HONG KONG (Reuters) - A company linked to U.S. President Donald Trump has been granted approval from the Chinese territory of Macau for additional trademarks, including casino services, to develop the "Trump" brand in the world's biggest gambling center.
DTTM Operations LLC, which listed the address of Trump Tower on Fifth Avenue in New York, received four trademark approvals on June 7, online documents from the Macau government show. They include real estate services, construction and development, hotel property, food and beverage and conference facilities.
Trump, a wealthy real estate developer with a sprawling business empire, has said that he has handed over his business interests to a trust overseen by one of his sons and a Trump Organization executive. However, he remains linked to the trust financially.
Trump's trademarks in Macau date back to 2005, when he has registered under the names Donald J Trump, DTTM and Trump Companhia Limitada.
There is currently no Trump-branded property or casino facilities in the southern Chinese enclave where U.S. billionaires Sheldon Adelson and Steve Wynn have their multibillion dollar lavish gambling forts.
Macau's casino operators, which also include Galaxy Entertainment Group, Melco Resorts, SJM Holdings and MGM China, have reaped billions of dollars from Macau's casino boom. Gambling revenues in the special administrative region belonging to China surged by more that seven times that of Las Vegas' prior to 2014.

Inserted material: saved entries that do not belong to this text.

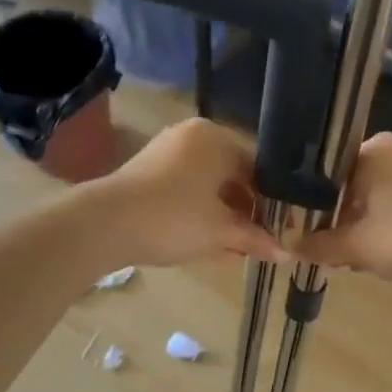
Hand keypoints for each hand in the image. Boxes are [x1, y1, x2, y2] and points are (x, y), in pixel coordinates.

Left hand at [88, 118, 288, 267]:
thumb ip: (256, 239)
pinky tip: (209, 240)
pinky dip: (201, 212)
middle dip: (247, 211)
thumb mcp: (221, 232)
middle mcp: (193, 136)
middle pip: (233, 175)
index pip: (259, 168)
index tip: (281, 230)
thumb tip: (287, 254)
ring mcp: (167, 152)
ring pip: (210, 185)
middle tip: (260, 241)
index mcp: (216, 138)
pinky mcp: (148, 172)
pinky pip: (187, 190)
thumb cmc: (174, 219)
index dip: (273, 203)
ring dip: (225, 216)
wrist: (105, 225)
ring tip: (237, 247)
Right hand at [297, 133, 391, 288]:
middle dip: (339, 219)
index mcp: (373, 150)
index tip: (304, 234)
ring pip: (379, 197)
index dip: (309, 205)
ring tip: (359, 258)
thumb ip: (318, 244)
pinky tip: (391, 253)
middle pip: (352, 185)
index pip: (324, 172)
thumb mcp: (358, 247)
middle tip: (331, 252)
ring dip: (365, 226)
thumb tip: (287, 243)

Now on a more tempered growth route, Macau's casino industry is still the most sought after destination for operators, despite rival Asian hubs like the Philippines and Singapore posting solid growth, due to its proximity to mainland China.
Macau's casino licenses will start to expire in 2020 and the government has yet to comment on what the new process will be, apart from stating there will likely be a new bidding process.
The government's tough stance in a dispute with land developers is rattling the nerves of casino executives, who say the row points to a likely tougher stance in their own, imminent, talks to renew operating licenses.